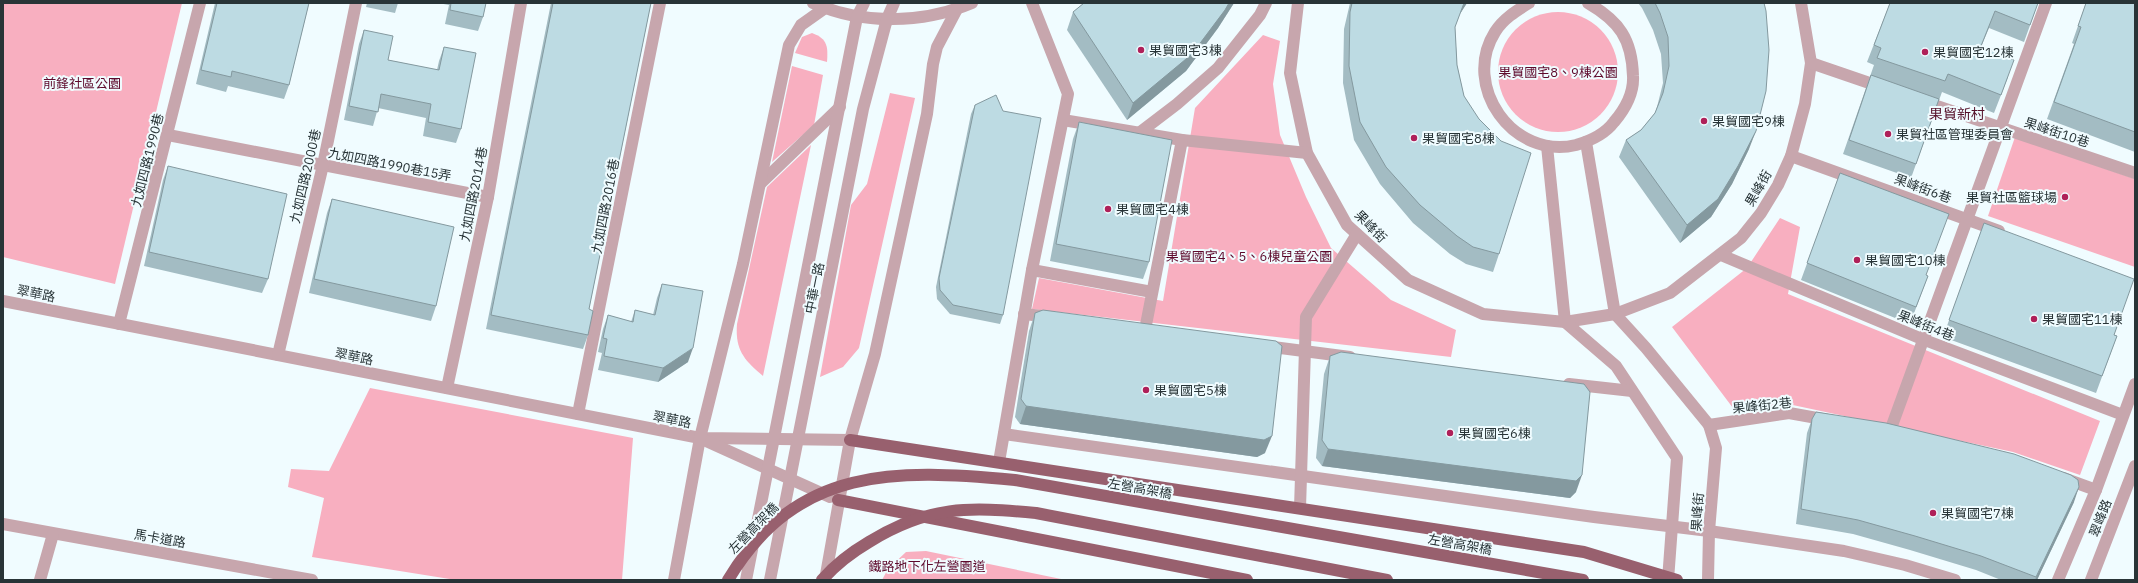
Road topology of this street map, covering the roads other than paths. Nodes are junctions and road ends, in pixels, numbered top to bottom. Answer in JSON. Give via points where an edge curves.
{"nodes":[{"id":1,"x":200,"y":3,"type":"edge"},
{"id":2,"x":356,"y":3,"type":"edge"},
{"id":3,"x":521,"y":3,"type":"edge"},
{"id":4,"x":660,"y":3,"type":"edge"},
{"id":5,"x":813,"y":3,"type":"edge"},
{"id":6,"x":864,"y":3,"type":"edge"},
{"id":7,"x":894,"y":3,"type":"edge"},
{"id":8,"x":972,"y":3,"type":"edge"},
{"id":9,"x":1032,"y":3,"type":"edge"},
{"id":10,"x":1266,"y":3,"type":"edge"},
{"id":11,"x":1298,"y":3,"type":"edge"},
{"id":12,"x":1530,"y":3,"type":"edge"},
{"id":13,"x":1588,"y":3,"type":"edge"},
{"id":14,"x":1804,"y":3,"type":"edge"},
{"id":15,"x":2046,"y":3,"type":"edge"},
{"id":16,"x":825,"y":8,"type":"junction"},
{"id":17,"x":957,"y":9,"type":"junction"},
{"id":18,"x":857,"y":17,"type":"junction"},
{"id":19,"x":887,"y":19,"type":"junction"},
{"id":20,"x":1811,"y":63,"type":"junction"},
{"id":21,"x":1899,"y":93,"type":"edge"},
{"id":22,"x":1913,"y":98,"type":"edge"},
{"id":23,"x":840,"y":107,"type":"junction"},
{"id":24,"x":1063,"y":120,"type":"junction"},
{"id":25,"x":2001,"y":128,"type":"junction"},
{"id":26,"x":1139,"y":133,"type":"junction"},
{"id":27,"x":168,"y":135,"type":"junction"},
{"id":28,"x":1182,"y":140,"type":"junction"},
{"id":29,"x":1586,"y":142,"type":"junction"},
{"id":30,"x":1548,"y":146,"type":"junction"},
{"id":31,"x":1307,"y":154,"type":"junction"},
{"id":32,"x":1791,"y":156,"type":"junction"},
{"id":33,"x":323,"y":165,"type":"junction"},
{"id":34,"x":2135,"y":173,"type":"edge"},
{"id":35,"x":761,"y":183,"type":"junction"},
{"id":36,"x":488,"y":197,"type":"junction"},
{"id":37,"x":1968,"y":219,"type":"junction"},
{"id":38,"x":1357,"y":234,"type":"junction"},
{"id":39,"x":2012,"y":235,"type":"edge"},
{"id":40,"x":1721,"y":255,"type":"junction"},
{"id":41,"x":1032,"y":270,"type":"junction"},
{"id":42,"x":1152,"y":292,"type":"junction"},
{"id":43,"x":3,"y":301,"type":"edge"},
{"id":44,"x":1024,"y":314,"type":"junction"},
{"id":45,"x":1615,"y":314,"type":"junction"},
{"id":46,"x":1062,"y":319,"type":"edge"},
{"id":47,"x":1565,"y":322,"type":"junction"},
{"id":48,"x":119,"y":324,"type":"junction"},
{"id":49,"x":1130,"y":328,"type":"edge"},
{"id":50,"x":1146,"y":330,"type":"junction"},
{"id":51,"x":1161,"y":332,"type":"edge"},
{"id":52,"x":1922,"y":339,"type":"junction"},
{"id":53,"x":1252,"y":344,"type":"edge"},
{"id":54,"x":1306,"y":352,"type":"junction"},
{"id":55,"x":278,"y":355,"type":"junction"},
{"id":56,"x":1360,"y":358,"type":"edge"},
{"id":57,"x":1554,"y":382,"type":"edge"},
{"id":58,"x":2135,"y":384,"type":"edge"},
{"id":59,"x":447,"y":388,"type":"junction"},
{"id":60,"x":1632,"y":391,"type":"junction"},
{"id":61,"x":578,"y":414,"type":"junction"},
{"id":62,"x":2123,"y":415,"type":"junction"},
{"id":63,"x":1844,"y":422,"type":"edge"},
{"id":64,"x":1709,"y":425,"type":"junction"},
{"id":65,"x":1875,"y":428,"type":"edge"},
{"id":66,"x":1890,"y":431,"type":"junction"},
{"id":67,"x":1004,"y":434,"type":"junction"},
{"id":68,"x":1905,"y":434,"type":"edge"},
{"id":69,"x":700,"y":438,"type":"junction"},
{"id":70,"x":775,"y":438,"type":"junction"},
{"id":71,"x":798,"y":439,"type":"junction"},
{"id":72,"x":850,"y":440,"type":"junction"},
{"id":73,"x":1000,"y":462,"type":"junction"},
{"id":74,"x":2135,"y":466,"type":"edge"},
{"id":75,"x":768,"y":469,"type":"junction"},
{"id":76,"x":2054,"y":475,"type":"edge"},
{"id":77,"x":1301,"y":476,"type":"junction"},
{"id":78,"x":790,"y":478,"type":"junction"},
{"id":79,"x":2096,"y":490,"type":"junction"},
{"id":80,"x":838,"y":500,"type":"junction"},
{"id":81,"x":1300,"y":508,"type":"junction"},
{"id":82,"x":3,"y":524,"type":"edge"},
{"id":83,"x":1672,"y":525,"type":"junction"},
{"id":84,"x":1709,"y":531,"type":"junction"},
{"id":85,"x":53,"y":534,"type":"junction"},
{"id":86,"x":1671,"y":579,"type":"edge"},
{"id":87,"x":40,"y":580,"type":"edge"},
{"id":88,"x":312,"y":580,"type":"edge"},
{"id":89,"x":674,"y":580,"type":"edge"},
{"id":90,"x":728,"y":580,"type":"edge"},
{"id":91,"x":746,"y":580,"type":"edge"},
{"id":92,"x":770,"y":580,"type":"edge"},
{"id":93,"x":823,"y":580,"type":"edge"},
{"id":94,"x":1247,"y":580,"type":"edge"},
{"id":95,"x":1387,"y":580,"type":"edge"},
{"id":96,"x":1583,"y":580,"type":"edge"},
{"id":97,"x":1708,"y":580,"type":"edge"},
{"id":98,"x":1954,"y":580,"type":"edge"},
{"id":99,"x":2058,"y":580,"type":"edge"},
{"id":100,"x":2091,"y":580,"type":"edge"}],
"edges":[{"from":1,"to":27,"type":"street","name":"九如四路1990巷"},
{"from":2,"to":33,"type":"street","name":"九如四路2000巷"},
{"from":3,"to":36,"type":"street","name":"九如四路2014巷"},
{"from":4,"to":61,"type":"street","name":"九如四路2016巷"},
{"from":5,"to":16,"type":"street"},
{"from":6,"to":18,"type":"street","name":"中華一路"},
{"from":7,"to":19,"type":"street","name":"中華一路"},
{"from":8,"to":17,"type":"street"},
{"from":9,"to":24,"type":"street","via":[[1068,94]]},
{"from":10,"to":26,"type":"street","via":[[1260,15],[1218,68]]},
{"from":11,"to":31,"type":"street","name":"果峰街","via":[[1290,73]]},
{"from":12,"to":30,"type":"street","via":[[1511,14],[1495,32],[1486,55],[1484,79],[1491,103],[1505,124],[1524,138]]},
{"from":13,"to":29,"type":"street","via":[[1607,14],[1624,34],[1633,58],[1633,84],[1625,109],[1613,124]]},
{"from":14,"to":20,"type":"street","name":"果峰街"},
{"from":15,"to":25,"type":"street"},
{"from":16,"to":18,"type":"street"},
{"from":16,"to":35,"type":"street","via":[[801,25],[789,45]]},
{"from":17,"to":19,"type":"street","via":[[934,16]]},
{"from":17,"to":72,"type":"street","via":[[937,47],[928,114],[880,330]]},
{"from":18,"to":19,"type":"street"},
{"from":18,"to":23,"type":"street","name":"中華一路"},
{"from":19,"to":71,"type":"street","name":"中華一路","via":[[863,109]]},
{"from":20,"to":21,"type":"street"},
{"from":20,"to":32,"type":"street","name":"果峰街","via":[[1806,104]]},
{"from":22,"to":25,"type":"street","name":"果峰街10巷"},
{"from":23,"to":35,"type":"street"},
{"from":23,"to":70,"type":"street","name":"中華一路"},
{"from":24,"to":26,"type":"street"},
{"from":24,"to":41,"type":"street"},
{"from":25,"to":34,"type":"street","name":"果峰街10巷"},
{"from":25,"to":37,"type":"street"},
{"from":26,"to":28,"type":"street"},
{"from":27,"to":33,"type":"street","name":"九如四路1990巷15弄"},
{"from":27,"to":48,"type":"street","name":"九如四路1990巷"},
{"from":28,"to":31,"type":"street"},
{"from":28,"to":42,"type":"street"},
{"from":29,"to":30,"type":"street","via":[[1567,147]]},
{"from":29,"to":45,"type":"street"},
{"from":30,"to":47,"type":"street"},
{"from":31,"to":38,"type":"street","name":"果峰街","via":[[1347,225]]},
{"from":32,"to":37,"type":"street","name":"果峰街6巷"},
{"from":32,"to":40,"type":"street","name":"果峰街","via":[[1778,185],[1761,212],[1741,238]]},
{"from":33,"to":36,"type":"street","name":"九如四路1990巷15弄"},
{"from":33,"to":55,"type":"street","name":"九如四路2000巷"},
{"from":35,"to":69,"type":"street"},
{"from":36,"to":59,"type":"street","name":"九如四路2014巷"},
{"from":37,"to":39,"type":"street","name":"果峰街6巷"},
{"from":37,"to":52,"type":"street"},
{"from":38,"to":47,"type":"street","name":"果峰街","via":[[1408,280],[1483,314]]},
{"from":38,"to":54,"type":"street","via":[[1306,317]]},
{"from":40,"to":45,"type":"street","name":"果峰街","via":[[1670,293]]},
{"from":40,"to":52,"type":"street","name":"果峰街4巷"},
{"from":41,"to":42,"type":"street"},
{"from":41,"to":44,"type":"street"},
{"from":42,"to":50,"type":"street"},
{"from":43,"to":48,"type":"street","name":"翠華路"},
{"from":44,"to":46,"type":"street"},
{"from":44,"to":67,"type":"street"},
{"from":45,"to":47,"type":"street","name":"果峰街"},
{"from":45,"to":64,"type":"street","name":"果峰街"},
{"from":47,"to":60,"type":"street","name":"果峰街","via":[[1616,366]]},
{"from":48,"to":55,"type":"street","name":"翠華路"},
{"from":49,"to":50,"type":"street"},
{"from":50,"to":51,"type":"street"},
{"from":52,"to":62,"type":"street","name":"果峰街4巷"},
{"from":52,"to":66,"type":"street"},
{"from":53,"to":54,"type":"street"},
{"from":54,"to":56,"type":"street"},
{"from":54,"to":77,"type":"street"},
{"from":55,"to":59,"type":"street","name":"翠華路"},
{"from":57,"to":60,"type":"street"},
{"from":58,"to":62,"type":"street"},
{"from":59,"to":61,"type":"street","name":"翠華路"},
{"from":60,"to":83,"type":"street","name":"果峰街","via":[[1677,458]]},
{"from":61,"to":69,"type":"street","name":"翠華路"},
{"from":62,"to":79,"type":"street"},
{"from":63,"to":64,"type":"street","name":"果峰街2巷","via":[[1790,413]]},
{"from":64,"to":84,"type":"street","name":"果峰街","via":[[1716,448]]},
{"from":65,"to":66,"type":"street"},
{"from":66,"to":68,"type":"street"},
{"from":67,"to":73,"type":"street"},
{"from":67,"to":77,"type":"street"},
{"from":69,"to":70,"type":"street","name":"翠華路"},
{"from":69,"to":75,"type":"street","name":"翠華路"},
{"from":69,"to":89,"type":"street"},
{"from":70,"to":71,"type":"street","name":"翠華路"},
{"from":70,"to":75,"type":"street","name":"中華一路"},
{"from":71,"to":72,"type":"street","name":"翠華路"},
{"from":71,"to":78,"type":"street","name":"中華一路"},
{"from":72,"to":73,"type":"main road"},
{"from":72,"to":80,"type":"street"},
{"from":73,"to":81,"type":"main road"},
{"from":74,"to":100,"type":"street","name":"翠峰路"},
{"from":75,"to":78,"type":"street","name":"翠華路"},
{"from":75,"to":91,"type":"street","name":"中華一路"},
{"from":76,"to":79,"type":"street"},
{"from":77,"to":81,"type":"street"},
{"from":77,"to":83,"type":"street","via":[[1594,517]]},
{"from":78,"to":80,"type":"street","name":"翠華路"},
{"from":78,"to":92,"type":"street","name":"中華一路"},
{"from":79,"to":99,"type":"street"},
{"from":80,"to":93,"type":"street"},
{"from":80,"to":94,"type":"main road"},
{"from":81,"to":86,"type":"main road","via":[[1584,552]]},
{"from":82,"to":85,"type":"street","name":"馬卡道路"},
{"from":83,"to":84,"type":"street"},
{"from":83,"to":86,"type":"street","name":"果峰街"},
{"from":84,"to":97,"type":"street","name":"果峰街"},
{"from":84,"to":98,"type":"street","via":[[1844,551],[1905,565]]},
{"from":85,"to":87,"type":"street"},
{"from":85,"to":88,"type":"street","name":"馬卡道路"},
{"from":90,"to":96,"type":"main road","name":"左營高架橋","bridge":true,"via":[[739,562],[773,524],[796,505],[822,491],[857,481],[892,476],[952,474],[1023,482]]},
{"from":93,"to":95,"type":"main road","bridge":true,"via":[[856,550],[906,521],[930,513],[997,509],[1036,513]]}]}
┄┄┄┄┄┄┄┄┄┄┄┄┄┄┄┄┄┄┄┄
→ **What you have to do**: Would you please copy every line from the listing above that contains the word "bridge"?

→ **Result of this exercise**:
{"from":90,"to":96,"type":"main road","name":"左營高架橋","bridge":true,"via":[[739,562],[773,524],[796,505],[822,491],[857,481],[892,476],[952,474],[1023,482]]},
{"from":93,"to":95,"type":"main road","bridge":true,"via":[[856,550],[906,521],[930,513],[997,509],[1036,513]]}]}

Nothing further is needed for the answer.